Now, a reactionary nationalist could take this comment from Lenin, citing Kautsky, as giving grounds for each and every nation having its own nation state, but that would be wholly at odds with the intent of what Lenin is setting out, here, which is precisely the need to separate out the abstract right of each nation to such a state, and the historical, objective capacity of each nation to be able to implement it, as well as the desirability of Marxists, in any particular case, advocating it. What it misses is what Lenin elaborates later, which is the need to consider the matter concretely in terms of different time periods in the history of the development of capitalism. The nation state is the ideal form in that first period, when capitalism is developing out of its feudal shell.

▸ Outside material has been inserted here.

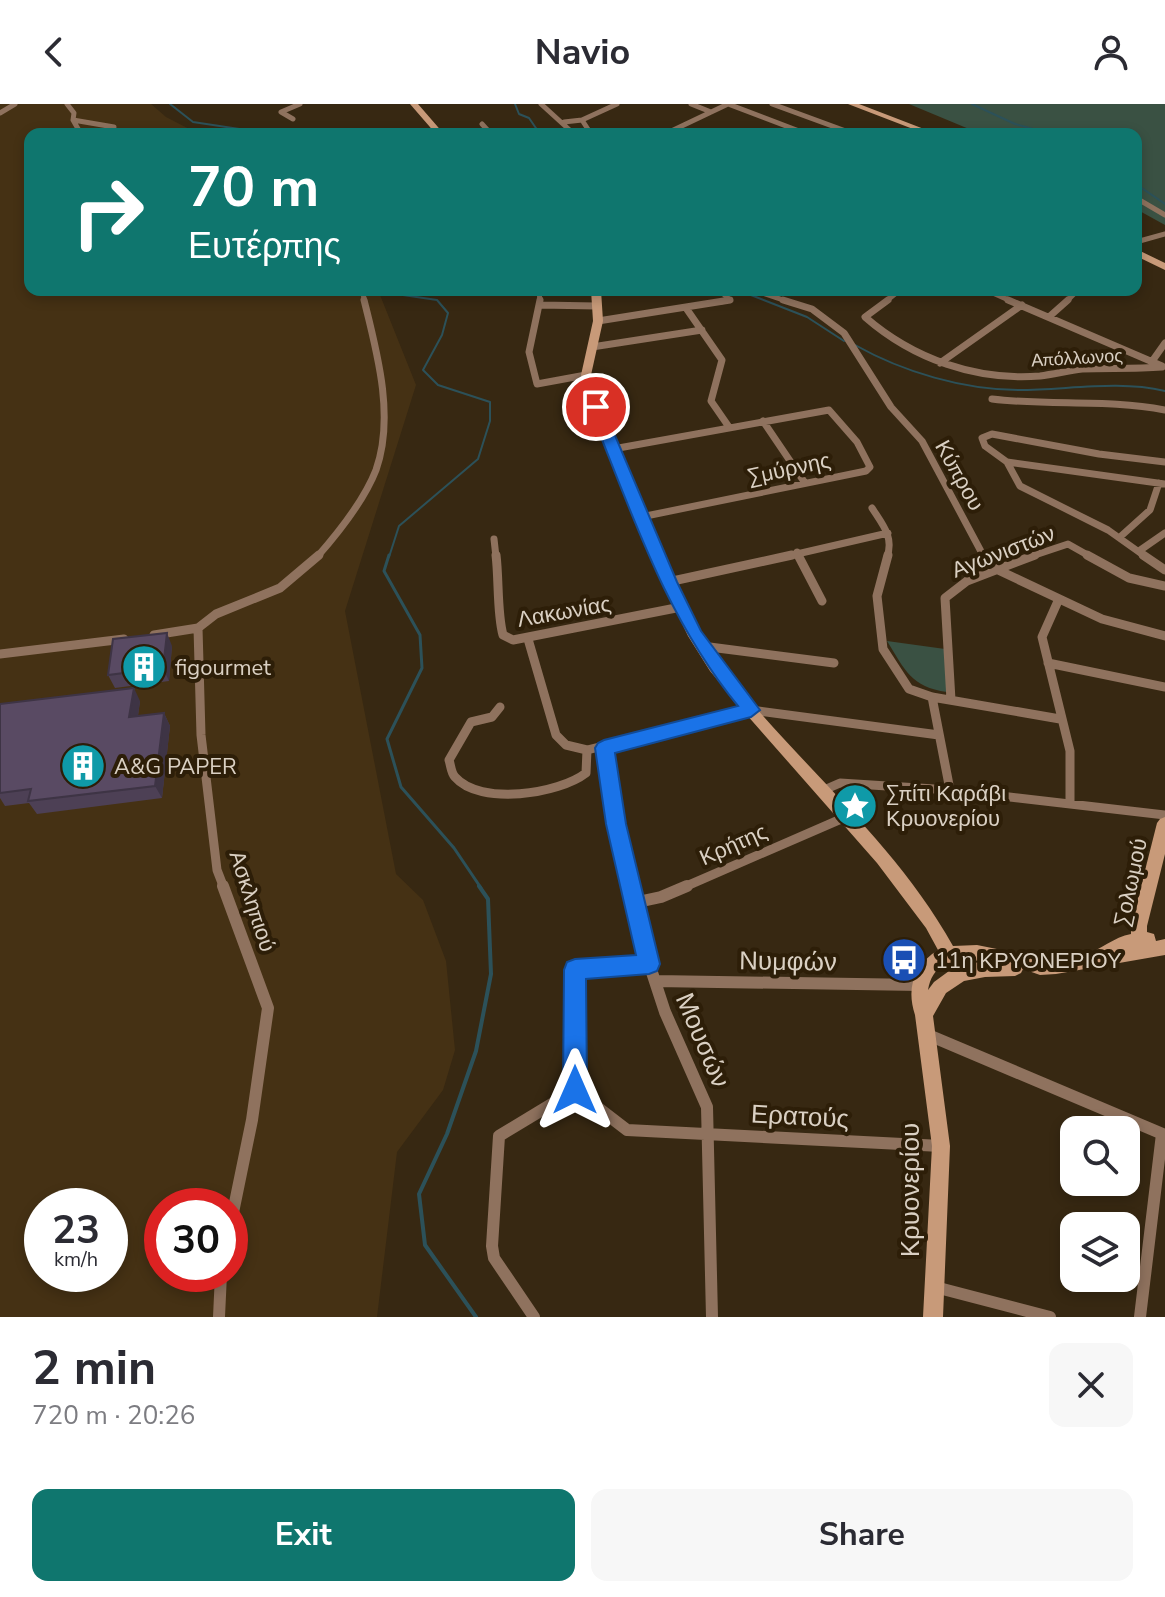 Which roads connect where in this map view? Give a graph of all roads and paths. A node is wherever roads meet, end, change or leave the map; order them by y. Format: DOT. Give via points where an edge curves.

Even more could a reactionary nationalist take Lenin's further comment that,

“...the self-determination of nations means the political separation of these nations from alien national bodies, and the formation of an independent national state.”

(ibid)

as a nationalistic demand for each nation to remain in splendid isolation from every other, as the Brexiters demand in relation to Britain and the EU, or as the Scottish nationalists demand in relation to Scotland becoming independent from Britain, and so on. Indeed, if that interpretation were correct, then we would expect to have seen Marx and Lenin, demanding that, from the beginning, Britain's development would have been best achieved by a separate Scottish nation state, a separate Welsh nation state, and even a separate Cornish nation state, alongside an English nation state!

To interpret Lenin and Kautsky's words in that way, is, of course, preposterous, and Lenin, at the end of this section makes that clear.

“The conditions under which the bourgeois-democratic demand for a “national state” should be supported from a Marxist, i. e., class-proletarian, point of view will be dealt with in detail below.”

(ibid)

I will come on to those conditions and Lenin's further elaboration later. For now, it is sufficient, here, to note that what Kautsky and Lenin are simply setting out, is what I have elaborated earlier, which is that this development of the nation state is a product of the development of capitalism, and the need of capitalism to have a minimum size of market, in which to develop. The truth is not only that some nations will never achieve that minimum size, and so never be in a position to develop capitalism, or, therefore, a nation state, but that hundreds of such nations, will, as a consequence become lost to history, as “Non-Historic Peoples”. Britain was originally divided into a number of tribes, and then kingdoms, for example under the Heptarchy, before an English state was created. In what is now France, there were 300 different nationalities, prior to the establishment of the French nation state. The fact of the creation of a nation state does not involve simply each and every nation forming its own state, but is also a history of certain nations imposing themselves on all the others, of imposing its language and culture on the others. The first means by which this occurs is indeed, economic, as capitalist production undercuts handicraft production. As Marx puts it, in The Communist Manifesto,

“The bourgeoisie, by the rapid improvement of all instruments of production, by the immensely facilitated means of communication, draws all, even the most barbarian, nations into civilisation. The cheap prices of commodities are the heavy artillery with which it batters down all Chinese walls, with which it forces the barbarians’ intensely obstinate hatred of foreigners to capitulate. It compels all nations, on pain of extinction, to adopt the bourgeois mode of production; it compels them to introduce what it calls civilisation into their midst, i.e., to become bourgeois themselves. In one word, it creates a world after its own image. ..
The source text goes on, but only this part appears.